With no exemption, the boat's owners say, hauling 50 overnight passengers would not keep the Delta Queen financially afloat.
So, the regal boat sits down river from New Orleans. She is tied next to her younger sister, the Mississippi Queen. The newer boat, Clare said, is being dismantled.
"For the Delta Queen, this amounts to demolition by neglect," Clare said. "Mold and mildew are going to set in. This boat needs to be running, carrying overnight passengers to stay alive. That's why I nominated the Delta Queen for the endangered list."
When the trust began the list in 1988, the intent was to make it a top-10 lineup.
"But there were so many worthy candidates, we usually get around 60 nominations a year, the jury was deadlocked at 11," said Peter Brink, a senior vice-president of the federally founded and privately funded trust. "So it has been 11 ever since."
To make the endangered list, sites must meet three criteria: historical significance; urgently threatened; possible solutions.
"There is no doubt, the Delta Queen is historically significant, and it is threatened," Brink said.

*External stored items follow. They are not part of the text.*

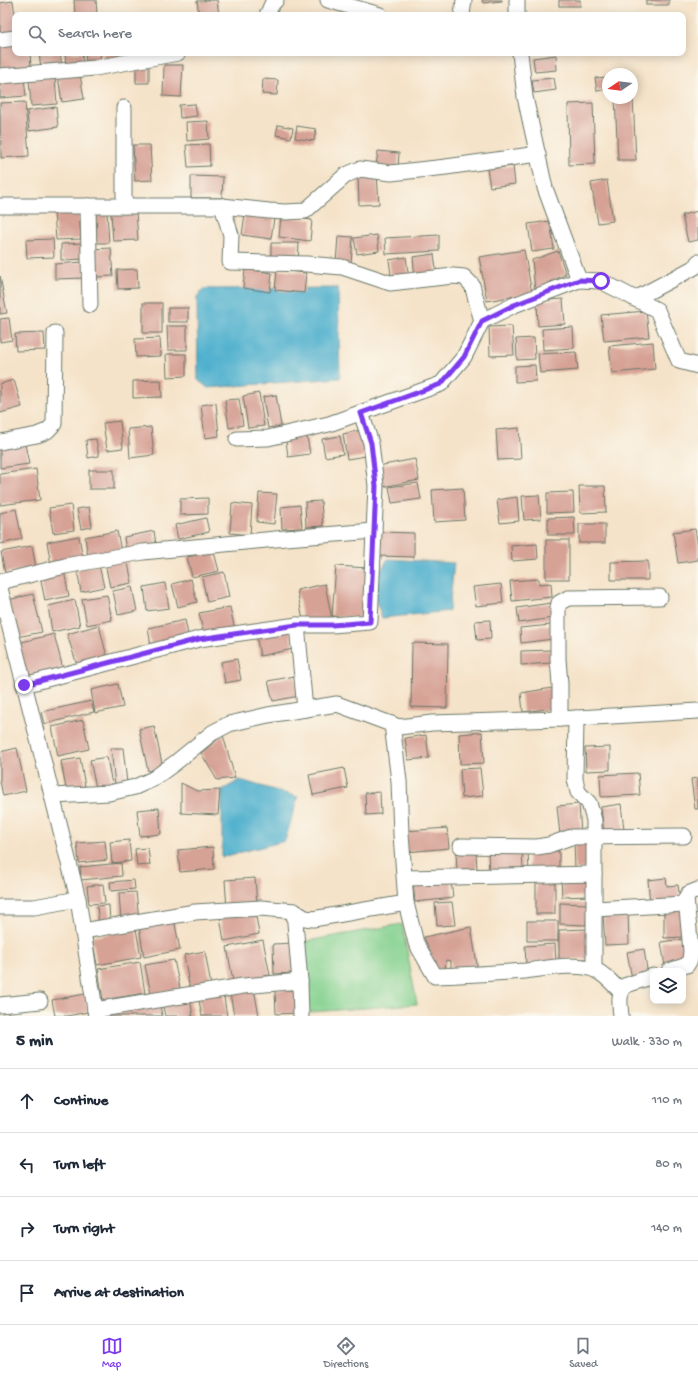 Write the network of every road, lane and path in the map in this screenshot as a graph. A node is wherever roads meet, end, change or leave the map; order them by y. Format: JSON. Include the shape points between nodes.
{"nodes":[{"id":1,"x":276,"y":0,"type":"edge"},
{"id":2,"x":328,"y":0,"type":"edge"},
{"id":3,"x":464,"y":0,"type":"edge"},
{"id":4,"x":517,"y":0,"type":"edge"},
{"id":5,"x":268,"y":12,"type":"edge"},
{"id":6,"x":370,"y":12,"type":"edge"},
{"id":7,"x":462,"y":12,"type":"edge"},
{"id":8,"x":517,"y":12,"type":"edge"},
{"id":9,"x":12,"y":38,"type":"edge"},
{"id":10,"x":0,"y":40,"type":"edge"},
{"id":11,"x":161,"y":56,"type":"edge"},
{"id":12,"x":520,"y":56,"type":"edge"},
{"id":13,"x":0,"y":76,"type":"edge"},
{"id":14,"x":124,"y":108,"type":"dead end"},
{"id":15,"x":538,"y":154,"type":"junction"},
{"id":16,"x":0,"y":202,"type":"edge"},
{"id":17,"x":88,"y":206,"type":"junction"},
{"id":18,"x":124,"y":206,"type":"junction"},
{"id":19,"x":222,"y":206,"type":"junction"},
{"id":20,"x":698,"y":262,"type":"edge"},
{"id":21,"x":579,"y":280,"type":"junction"},
{"id":22,"x":635,"y":299,"type":"junction"},
{"id":23,"x":90,"y":305,"type":"dead end"},
{"id":24,"x":482,"y":321,"type":"junction"},
{"id":25,"x":55,"y":333,"type":"dead end"},
{"id":26,"x":698,"y":366,"type":"edge"},
{"id":27,"x":361,"y":413,"type":"junction"},
{"id":28,"x":237,"y":439,"type":"dead end"},
{"id":29,"x":0,"y":442,"type":"edge"},
{"id":30,"x":374,"y":531,"type":"junction"},
{"id":31,"x":0,"y":582,"type":"edge"},
{"id":32,"x":0,"y":588,"type":"edge"},
{"id":33,"x":660,"y":597,"type":"dead end"},
{"id":34,"x":297,"y":625,"type":"junction"},
{"id":35,"x":24,"y":685,"type":"junction"},
{"id":36,"x":305,"y":709,"type":"junction"},
{"id":37,"x":698,"y":712,"type":"edge"},
{"id":38,"x":576,"y":718,"type":"junction"},
{"id":39,"x":560,"y":719,"type":"junction"},
{"id":40,"x":392,"y":724,"type":"junction"},
{"id":41,"x":53,"y":796,"type":"junction"},
{"id":42,"x":594,"y":836,"type":"junction"},
{"id":43,"x":684,"y":836,"type":"dead end"},
{"id":44,"x":461,"y":846,"type":"dead end"},
{"id":45,"x":594,"y":874,"type":"junction"},
{"id":46,"x":404,"y":878,"type":"junction"},
{"id":47,"x":698,"y":890,"type":"edge"},
{"id":48,"x":78,"y":899,"type":"junction"},
{"id":49,"x":406,"y":903,"type":"junction"},
{"id":50,"x":685,"y":904,"type":"junction"},
{"id":51,"x":0,"y":907,"type":"edge"},
{"id":52,"x":594,"y":909,"type":"junction"},
{"id":53,"x":294,"y":911,"type":"junction"},
{"id":54,"x":83,"y":931,"type":"junction"},
{"id":55,"x":678,"y":968,"type":"edge"},
{"id":56,"x":594,"y":969,"type":"junction"},
{"id":57,"x":650,"y":977,"type":"edge"},
{"id":58,"x":300,"y":981,"type":"junction"},
{"id":59,"x":621,"y":992,"type":"junction"},
{"id":60,"x":40,"y":1001,"type":"dead end"},
{"id":61,"x":0,"y":1005,"type":"edge"},
{"id":62,"x":95,"y":1013,"type":"edge"},
{"id":63,"x":301,"y":1016,"type":"edge"},
{"id":64,"x":621,"y":1016,"type":"edge"}],
"edges":[{"from":1,"to":5,"type":"street"},
{"from":2,"to":6,"type":"street"},
{"from":3,"to":7,"type":"street"},
{"from":4,"to":8,"type":"street"},
{"from":9,"to":10,"type":"street"},
{"from":11,"to":13,"type":"street","via":[[95,68]]},
{"from":12,"to":15,"type":"street","via":[[525,97]]},
{"from":14,"to":18,"type":"street"},
{"from":15,"to":19,"type":"street","via":[[391,173],[360,169],[346,175],[305,211],[284,212]]},
{"from":15,"to":21,"type":"street","via":[[545,188]]},
{"from":16,"to":17,"type":"street"},
{"from":17,"to":18,"type":"street"},
{"from":17,"to":23,"type":"street"},
{"from":18,"to":19,"type":"street"},
{"from":19,"to":24,"type":"street","via":[[231,235],[230,262],[342,267],[390,283],[464,276],[472,285]]},
{"from":20,"to":22,"type":"street","via":[[695,267]]},
{"from":21,"to":22,"type":"street","via":[[601,281]]},
{"from":21,"to":24,"type":"street","via":[[514,305]]},
{"from":22,"to":26,"type":"street","via":[[657,310],[679,361]]},
{"from":24,"to":27,"type":"street","via":[[464,357],[441,384]]},
{"from":25,"to":29,"type":"street","via":[[54,424],[37,435]]},
{"from":27,"to":28,"type":"street","via":[[329,424],[268,438]]},
{"from":27,"to":30,"type":"street","via":[[371,443],[376,486]]},
{"from":30,"to":31,"type":"street","via":[[143,552],[65,566]]},
{"from":30,"to":34,"type":"street","via":[[370,622]]},
{"from":32,"to":35,"type":"street"},
{"from":33,"to":39,"type":"street","via":[[568,598],[559,603],[557,626]]},
{"from":34,"to":35,"type":"street","via":[[199,639]]},
{"from":34,"to":36,"type":"street"},
{"from":35,"to":41,"type":"street"},
{"from":36,"to":40,"type":"street","via":[[337,704]]},
{"from":36,"to":41,"type":"street","via":[[229,724],[212,733],[153,779],[135,787],[109,793]]},
{"from":37,"to":38,"type":"street"},
{"from":38,"to":39,"type":"street"},
{"from":38,"to":42,"type":"street","via":[[576,787],[591,807]]},
{"from":39,"to":40,"type":"street","via":[[432,723],[399,727]]},
{"from":40,"to":46,"type":"street","via":[[399,781]]},
{"from":41,"to":48,"type":"street"},
{"from":42,"to":43,"type":"street"},
{"from":42,"to":44,"type":"street","via":[[571,837],[538,847]]},
{"from":42,"to":45,"type":"street"},
{"from":45,"to":46,"type":"street"},
{"from":45,"to":52,"type":"street"},
{"from":46,"to":49,"type":"street"},
{"from":47,"to":50,"type":"street","via":[[688,894]]},
{"from":48,"to":51,"type":"street","via":[[34,907]]},
{"from":48,"to":54,"type":"street"},
{"from":49,"to":53,"type":"street","via":[[312,919]]},
{"from":49,"to":56,"type":"street","via":[[416,943],[435,976],[562,967]]},
{"from":50,"to":52,"type":"street"},
{"from":50,"to":55,"type":"street","via":[[690,960],[687,965]]},
{"from":52,"to":56,"type":"street"},
{"from":53,"to":54,"type":"street","via":[[261,908],[195,912]]},
{"from":53,"to":58,"type":"street"},
{"from":54,"to":62,"type":"street"},
{"from":56,"to":59,"type":"street","via":[[603,974]]},
{"from":57,"to":59,"type":"street","via":[[624,986]]},
{"from":58,"to":62,"type":"street","via":[[243,986]]},
{"from":58,"to":63,"type":"street"},
{"from":59,"to":64,"type":"street"},
{"from":60,"to":61,"type":"street"}]} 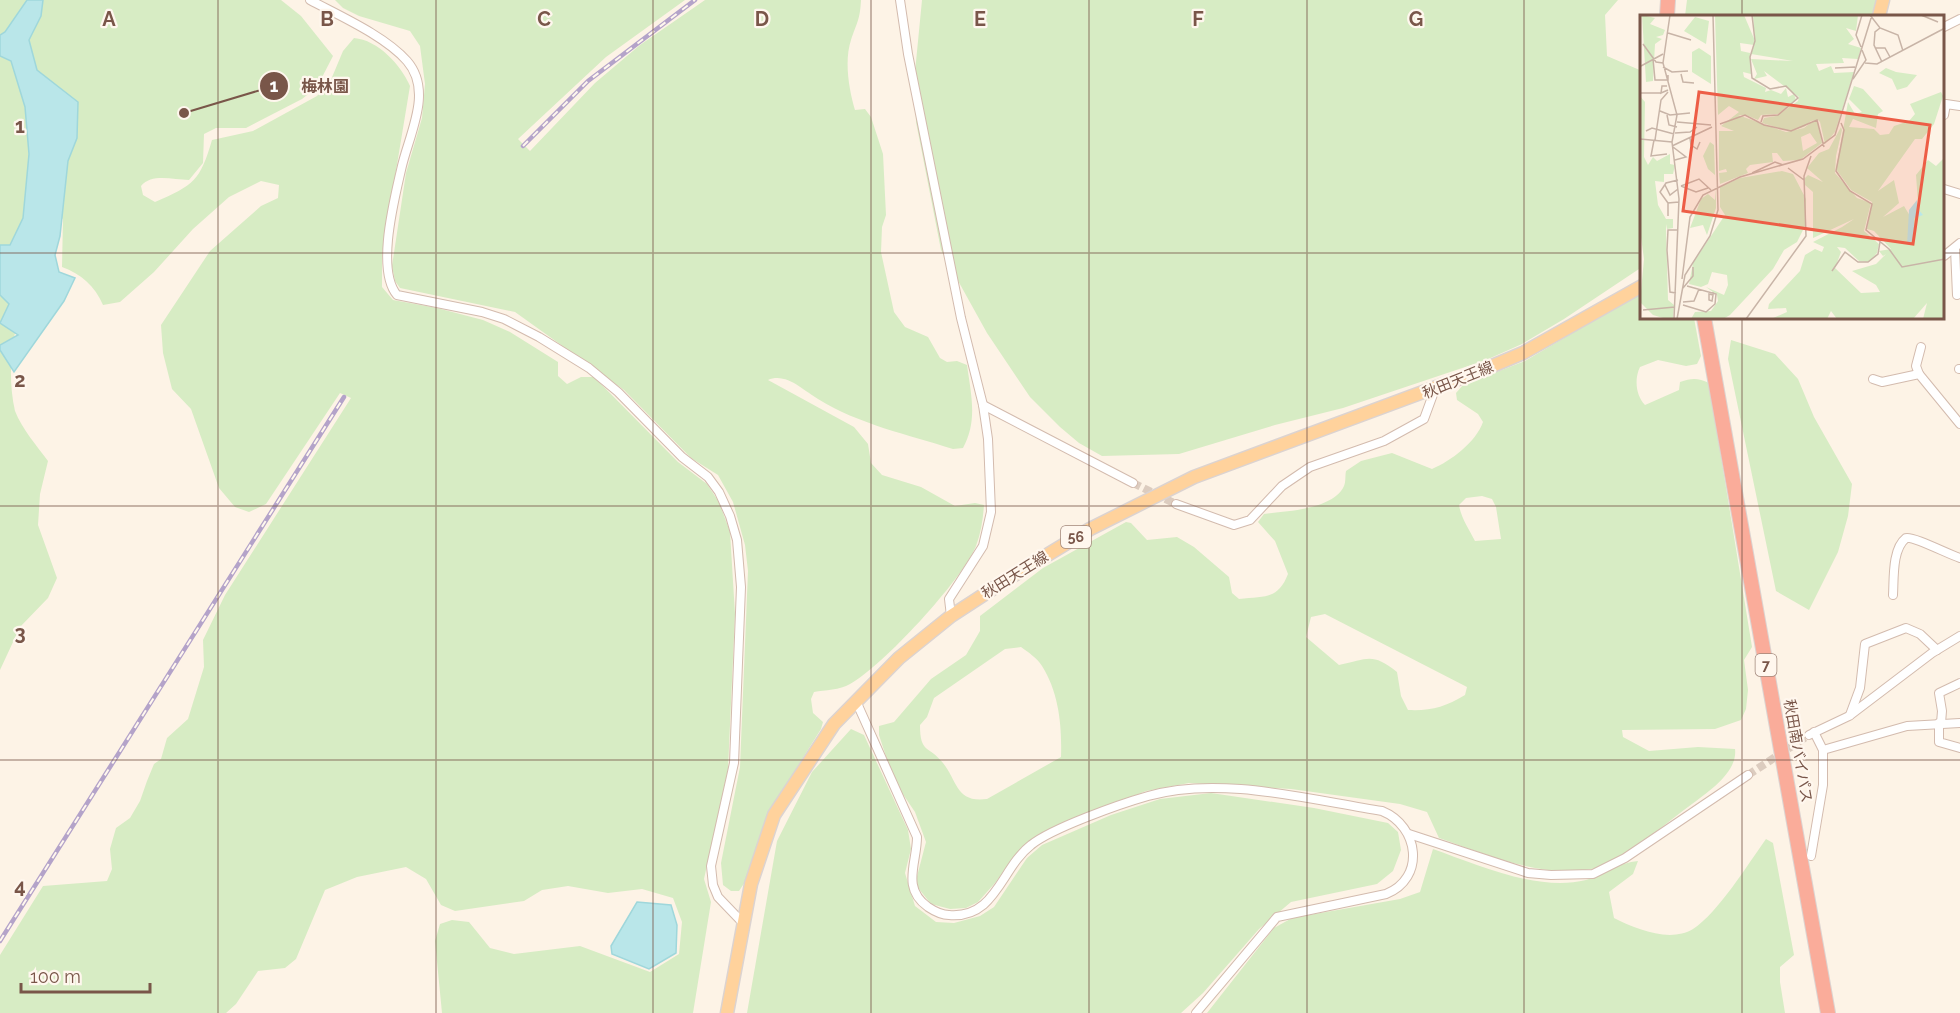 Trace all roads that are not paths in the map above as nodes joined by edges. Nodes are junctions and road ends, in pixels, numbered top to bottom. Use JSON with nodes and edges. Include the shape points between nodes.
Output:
{"nodes":[{"id":1,"x":310,"y":0,"type":"edge"},
{"id":2,"x":900,"y":0,"type":"edge"},
{"id":3,"x":1668,"y":0,"type":"edge"},
{"id":4,"x":1883,"y":0,"type":"edge"},
{"id":5,"x":1667,"y":15,"type":"edge"},
{"id":6,"x":1879,"y":15,"type":"edge"},
{"id":7,"x":1960,"y":19,"type":"edge"},
{"id":8,"x":1945,"y":26,"type":"edge"},
{"id":9,"x":1960,"y":106,"type":"edge"},
{"id":10,"x":1945,"y":110,"type":"edge"},
{"id":11,"x":1945,"y":189,"type":"edge"},
{"id":12,"x":1960,"y":194,"type":"edge"},
{"id":13,"x":1958,"y":246,"type":"edge"},
{"id":14,"x":1945,"y":255,"type":"edge"},
{"id":15,"x":1640,"y":287,"type":"edge"},
{"id":16,"x":1957,"y":295,"type":"dead end"},
{"id":17,"x":1704,"y":320,"type":"edge"},
{"id":18,"x":1921,"y":347,"type":"dead end"},
{"id":19,"x":1919,"y":374,"type":"junction"},
{"id":20,"x":1873,"y":379,"type":"dead end"},
{"id":21,"x":1434,"y":390,"type":"junction"},
{"id":22,"x":983,"y":405,"type":"junction"},
{"id":23,"x":1960,"y":424,"type":"edge"},
{"id":24,"x":1133,"y":483,"type":"tunnel mouth"},
{"id":25,"x":1176,"y":504,"type":"tunnel mouth"},
{"id":26,"x":1960,"y":558,"type":"edge"},
{"id":27,"x":1893,"y":595,"type":"dead end"},
{"id":28,"x":951,"y":616,"type":"junction"},
{"id":29,"x":1960,"y":636,"type":"edge"},
{"id":30,"x":1937,"y":650,"type":"junction"},
{"id":31,"x":1960,"y":683,"type":"edge"},
{"id":32,"x":856,"y":701,"type":"junction"},
{"id":33,"x":1849,"y":716,"type":"junction"},
{"id":34,"x":1940,"y":723,"type":"junction"},
{"id":35,"x":1960,"y":723,"type":"edge"},
{"id":36,"x":1960,"y":748,"type":"edge"},
{"id":37,"x":1823,"y":750,"type":"junction"},
{"id":38,"x":1748,"y":775,"type":"tunnel mouth"},
{"id":39,"x":1409,"y":834,"type":"junction"},
{"id":40,"x":1811,"y":856,"type":"dead end"},
{"id":41,"x":742,"y":922,"type":"junction"},
{"id":42,"x":726,"y":1013,"type":"edge"},
{"id":43,"x":1196,"y":1013,"type":"edge"},
{"id":44,"x":1828,"y":1013,"type":"edge"}],
"edges":[{"from":1,"to":41,"type":"street","via":[[392,47],[418,78],[413,131],[401,169],[388,243],[389,285],[397,295],[504,319],[589,368],[708,477],[730,516],[737,540],[741,586],[734,763],[711,866],[712,885],[718,897]]},
{"from":2,"to":22,"type":"street","via":[[961,318]]},
{"from":3,"to":5,"type":"highway"},
{"from":4,"to":6,"type":"main road"},
{"from":7,"to":8,"type":"street"},
{"from":9,"to":10,"type":"street","via":[[1946,104]]},
{"from":11,"to":12,"type":"street"},
{"from":13,"to":14,"type":"street"},
{"from":13,"to":16,"type":"street"},
{"from":15,"to":21,"type":"main road","name":"秋田天王線","number":"56","via":[[1523,353]]},
{"from":17,"to":44,"type":"highway","name":"秋田南バイパス","number":"7"},
{"from":18,"to":19,"type":"street","via":[[1916,366]]},
{"from":19,"to":20,"type":"street","via":[[1882,382]]},
{"from":19,"to":23,"type":"street"},
{"from":21,"to":25,"type":"street","via":[[1424,419],[1383,441],[1310,467],[1282,486],[1250,520],[1233,525]]},
{"from":21,"to":28,"type":"main road","name":"秋田天王線","number":"56","via":[[1194,477],[1090,529]]},
{"from":22,"to":24,"type":"street"},
{"from":22,"to":28,"type":"street","via":[[991,513],[983,546],[949,599]]},
{"from":26,"to":27,"type":"street","via":[[1917,538],[1906,538],[1900,543],[1896,558]]},
{"from":28,"to":32,"type":"main road","name":"秋田天王線","number":"56","via":[[899,658]]},
{"from":29,"to":30,"type":"street"},
{"from":30,"to":33,"type":"street"},
{"from":30,"to":33,"type":"street","via":[[1920,634],[1906,628],[1865,644],[1860,688]]},
{"from":31,"to":34,"type":"street","via":[[1939,693]]},
{"from":32,"to":39,"type":"street","via":[[917,837],[912,887],[920,901],[947,915],[979,909],[1030,845],[1150,795],[1197,789],[1243,790],[1382,811],[1401,822]]},
{"from":32,"to":41,"type":"main road","name":"秋田天王線","number":"56","via":[[814,751],[774,815]]},
{"from":33,"to":37,"type":"street","via":[[1811,734]]},
{"from":34,"to":35,"type":"street"},
{"from":34,"to":36,"type":"street","via":[[1939,742]]},
{"from":34,"to":37,"type":"street","via":[[1906,726]]},
{"from":37,"to":40,"type":"street","via":[[1823,785]]},
{"from":38,"to":39,"type":"street","via":[[1625,858],[1593,874],[1528,873]]},
{"from":39,"to":43,"type":"street","via":[[1412,866],[1400,886],[1386,894],[1277,916]]},
{"from":41,"to":42,"type":"main road","name":"秋田天王線","number":"56"}]} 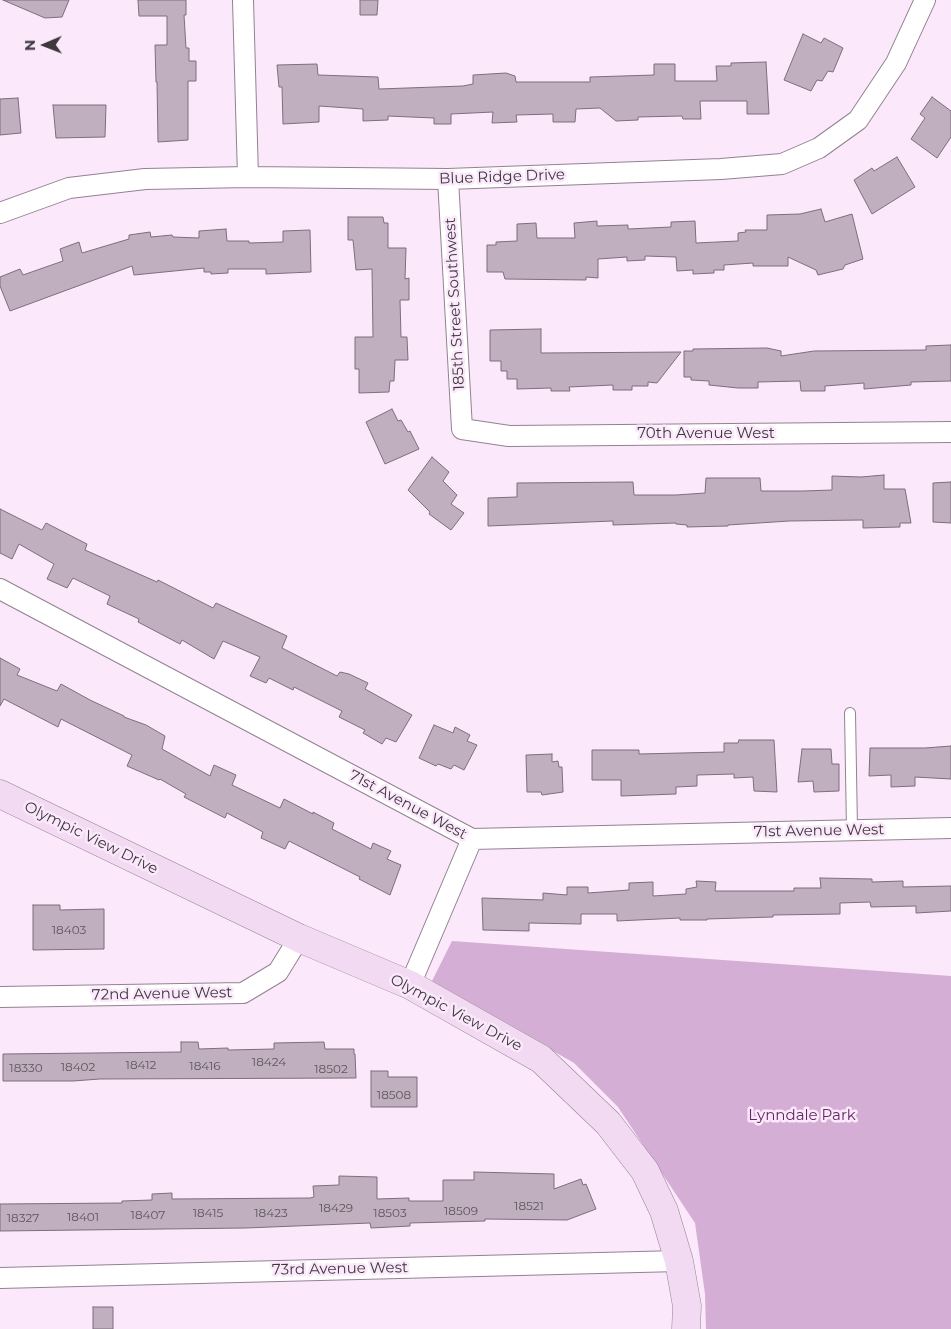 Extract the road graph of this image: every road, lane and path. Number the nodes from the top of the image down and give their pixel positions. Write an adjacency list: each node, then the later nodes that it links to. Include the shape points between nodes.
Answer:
1 (243, 0): 3 (street)
2 (925, 0): 4 (street, Blue Ridge Drive, via 896,63 858,120 820,148 782,164)
3 (248, 177): 4 (street, Blue Ridge Drive); 5 (street, Blue Ridge Drive, via 145,179 69,188)
4 (448, 180): 6 (street, 185th Street Southwest)
5 (0, 214)
6 (462, 429): 7 (street, 70th Avenue West, via 509,436)
7 (951, 432)
8 (0, 589): 13 (street, 71st Avenue West)
9 (850, 713): 12 (lane)
10 (0, 794): 14 (main road, Olympic View Drive)
11 (951, 828): 12 (street, 71st Avenue West)
12 (852, 830): 13 (street, 71st Avenue West)
13 (472, 839): 15 (street)
14 (299, 938): 15 (main road, Olympic View Drive); 16 (street, 72nd Avenue West, via 278,972 243,993)
15 (410, 985): 17 (main road, Olympic View Drive, via 541,1059 608,1123 645,1171 664,1211)
16 (0, 997)
17 (679, 1260): 18 (street, 73rd Avenue West); 19 (main road, Olympic View Drive, via 687,1306)
18 (0, 1278)
19 (686, 1329) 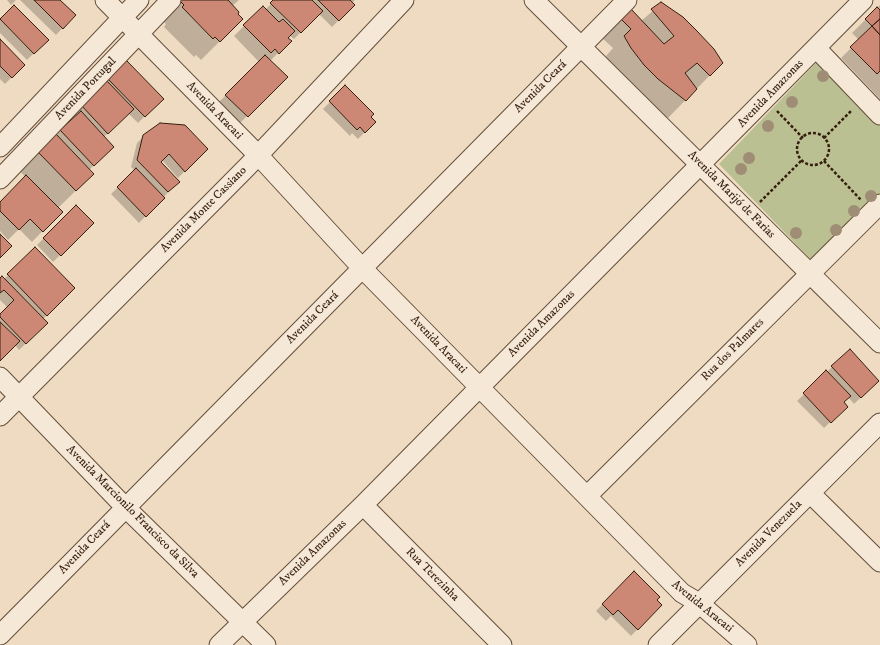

As for solving the problem, he feels the list "would shine the light of publicity on the boat's plight and serve as a wake-up call that America could lose a vital link to its past that cannot be replaced."
Clare's nomination pleased Vicki Webster, the Cincinnati-based leader of the Save the Delta Queen Campaign.
"This is a great opportunity to call nationwide attention to saving the Delta Queen," Webster said.
Clare believes there is only one way to save the steamboat. And, it does not involve turning it into a dockside hotel or a floating casino.
"For the Delta Queen to be kept alive," he said, "someone has to buy it and use it as it's meant to be used, carrying passengers on overnight cruises on rivers in the heart of America."